Online Edition – Vol. IX, No. 9:
December 2003 – January 2004
Cardinal George Addresses
Federation of Diocesan Liturgical Commissions
Following are excerpts from the address of Chicago Cardinal Francis George to the Federation of Diocesan Liturgical Commissions (FDLC) national meeting held October 7-11 in San Antonio, Texas. Cardinal Francis Arinze’s address to this convention of diocesan liturgists, "Some Highlights of Liturgical Renewal initiated by Sacrosanctum Concilium", appeared in AB, November 2003, p 1). – Editor.
Since its very beginning, the FDLC has sought to provide the best counsel to the Bishops based on the good work accomplished each day in the parishes, on the front line, if you like, of the liturgical renewal.
On the 40th Anniversary of Sacrosanctum Concilium, sponsored by the Committee on the Liturgy a few months ago, Cardinal Arinze stated that the Constitution and the Holy Father’s reflection on its twenty-fifth anniversary in 1988, Vicesimus Quintus Annus, "are concerned above all with restoring the awe, the wonderment of the first disciples at the presence of Our Lord in the midst of their celebration of the Eucharist and in their pastoral endeavors".
The New Roman Missal
The BCL Staff has presented workshops to more than 15,000 priests and deacons in seventy-two dioceses over the past two years and has provided extensive web-based resource materials…. Close to 50,000 English language copies of the BCL edition of the General Instruction of the Roman Missal (GIRM) have been sold…. Later this year we expect to see the publication of three new resources from the Committee on the Liturgy: the Pastoral Introduction of the Order of Mass; 35 Years of the BCL Newsletter, and Twenty-Eight Questions on Eucharistic Adoration.
Milestones in Translation
Finally, ICEL [the International Committee on English in the Liturgy] itself has made significant progress in its translation of the Missale Romanum…. The basis for that translation is the translation of the second typical edition, revised in the light of the principles of Liturgiam authenticam…. ICEL hopes to complete its translation of the Roman Missal sometime in the next two to three years.

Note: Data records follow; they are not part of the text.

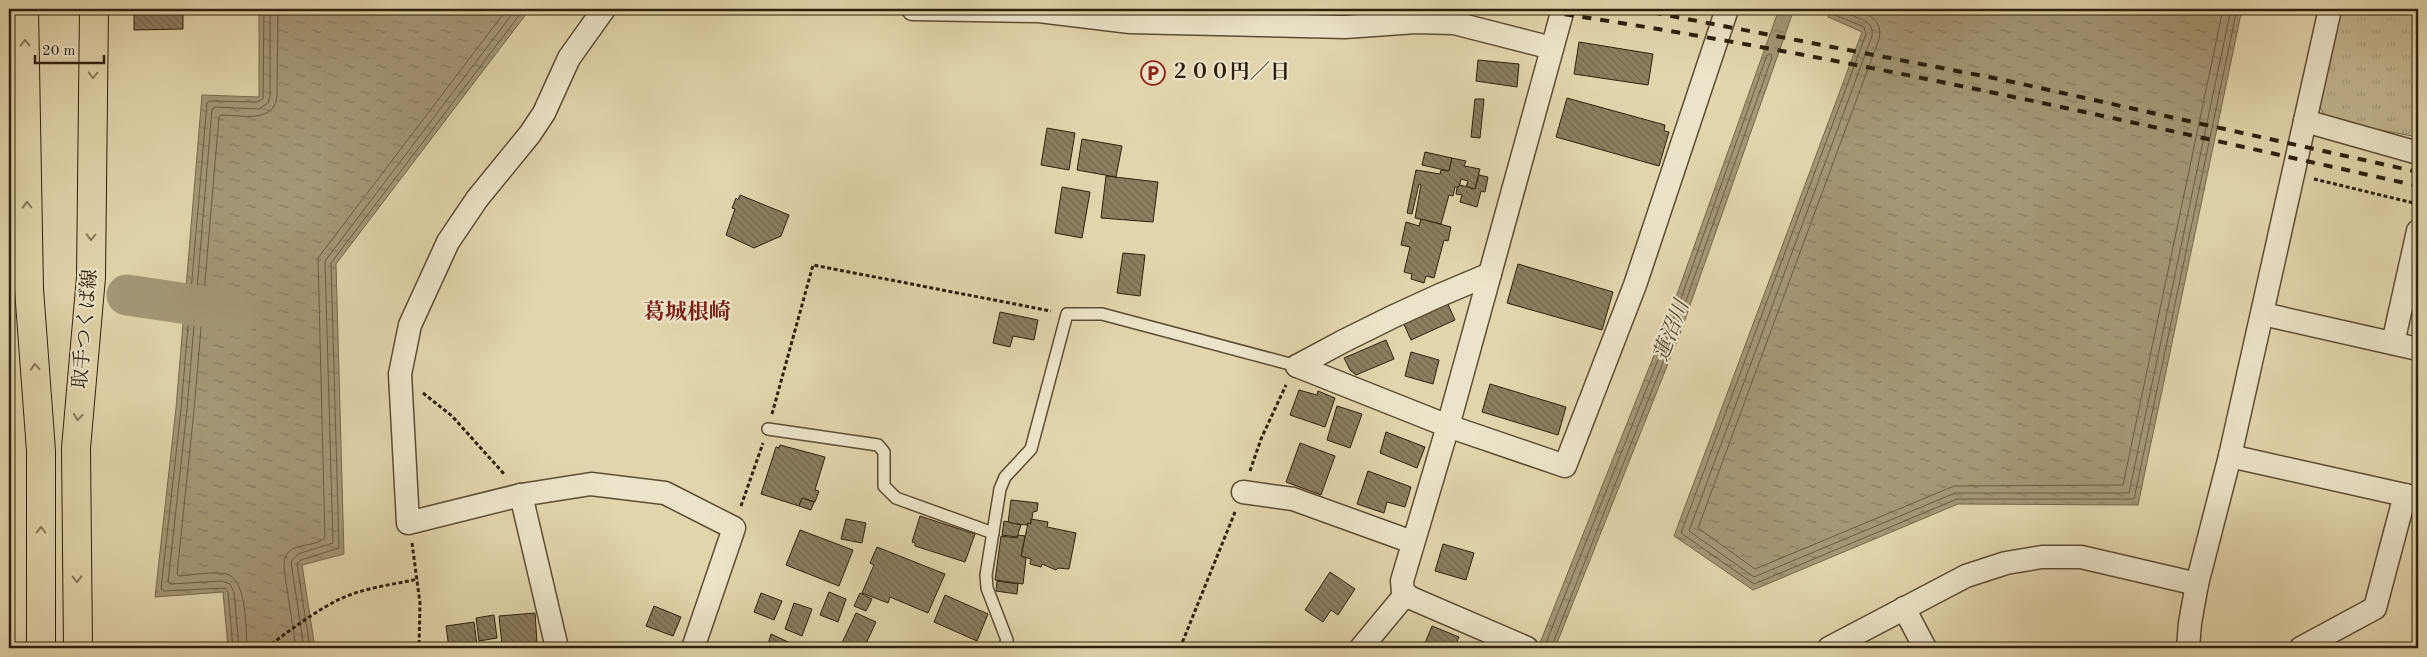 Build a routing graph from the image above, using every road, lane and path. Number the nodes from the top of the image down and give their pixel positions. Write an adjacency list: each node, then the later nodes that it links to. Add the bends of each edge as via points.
1 (24, 9): 36 (main road, one-way to 1, via 41,451 29,289)
2 (94, 9): 37 (main road, 取手つくば線, one-way to 37, via 91,277 76,448)
3 (604, 9): 20 (street, via 573,52 544,113 530,134 477,198 448,242 410,325)
4 (913, 9): 8 (street, via 1039,11 1130,22 1345,27 1454,23)
5 (1564, 9): 8 (street)
6 (1727, 9): 21 (street, via 1635,285 1565,466)
7 (2330, 9): 9 (street)
8 (1552, 48): 14 (street)
9 (2305, 121): 10 (street); 11 (street)
10 (2418, 152)
11 (2292, 174): 12 (path); 16 (street)
12 (2418, 204)
13 (2418, 231): 17 (street)
14 (1490, 274): 19 (street, via 1431,297); 21 (street)
15 (1067, 314): 19 (lane, via 1102,314); 22 (path, via 813,265); 29 (lane, via 1031,449 1005,477)
16 (2263, 314): 17 (street); 23 (street)
17 (2393, 343): 18 (street)
18 (2418, 349)
19 (1298, 366): 21 (street)
20 (400, 374): 25 (path, via 452,416 494,460); 27 (street)
21 (1448, 426): 30 (street)
22 (768, 429): 28 (path); 29 (lane, via 878,445 884,452 884,486 896,498)
23 (2230, 456): 26 (street); 32 (street)
24 (1243, 492): 30 (street, via 1294,499)
25 (521, 495): 27 (street); 28 (street, via 591,484 665,493); 40 (street)
26 (2412, 497): 47 (street, via 2375,608)
27 (408, 523): 31 (path)
28 (734, 528): 41 (street)
29 (993, 534): 42 (lane, via 987,588 1007,640)
30 (1412, 542): 33 (street, via 1402,581)
31 (418, 579): 38 (path, via 368,589 338,600); 39 (path)
32 (2198, 584): 34 (street, via 2081,557 2042,557 2006,563 1966,576); 46 (street)
33 (1406, 595): 35 (street); 43 (street)
34 (1904, 608): 44 (street); 45 (street)
35 (1519, 645)
36 (41, 648)
37 (78, 648)
38 (266, 648)
39 (419, 648)
40 (557, 648)
41 (692, 648)
42 (1004, 648)
43 (1361, 648)
44 (1829, 648)
45 (1925, 648)
46 (2188, 648)
47 (2300, 648)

A task group headed by Bishop George Murry, SJ, of the Virgin Islands, and which included several FDLC members, has completed a revision of the ritual edition of Sunday Celebrations in the Absence of a Priest. (Note: see USCCB report, page 4.)
The Liturgical Assembly
It is, therefore, essential for us to always bear in mind the words "Lord, I am not worthy … speak but the word …" are just as expressive of our state at the beginning of Mass as they are before the reception of Holy Communion. Such humility is indispensable to all the baptized who seek to respond to Christ’s call, as well as to the liturgist who is called to support and serve the sacred mysteries.
The Role of Bishops
Unlike churches and ecclesial communions of a more congregational ecclesiology, the Catholic Church places the authority for moderation and regulation of the Sacred Liturgy in the hands of her Bishops — not as a political act or as a measure of control, although there is control involved, but as a natural consequence of her belief that the Liturgy belongs to Christ and has been given for safekeeping to His Apostles and their successors.
It is the responsibility of bishops, therefore, to guard carefully this inestimable treasure, preserving it against both the rust of outmoded forms and the corruption of unwarranted innovations.
I receive many letters from people who are upset that we are addressing changes in the Mass at a time when authority of all sorts is challenged. They accuse us of shuffling the deck chairs on the Titanic. Furthermore, they suggest: "You are making us change habits which we have a right to maintain".
Bishops sometimes do not exercise their authority correctly, and where they did not exercise authority in overseeing priests, they were lax.
Even the appropriate exercise of episcopal authority is made difficult in today’s world because, more deeply than the sexual abuse scandal, we are experiencing a general secularization of the culture and of each one of us.
When God is seen as a threat to human freedom, we have a sense of God as oppressor. If God is powerful and a threat to human freedom, then God has to be tamed and religious authority has to be contained. Thus, if God must be rendered powerless, then religious authority has no power itself. This, I would suggest, is the greatest obstacle to any kind of liturgical change done with any kind of authority, including your own authority as diocesan liturgists.
The Role of Liturgists
All of which is not to say … that the Liturgy belongs only to the bishops and their liturgists.
Bishops could not do their jobs without your own role being played. Diocesan liturgists have an indispensable role in the renewal and promotion of the Sacred Liturgy…. The adaptations of the Missale Romanum … were influenced greatly by your expertise and counsel.
You can always find a precedent. But precedent alone is not sufficient reason for change.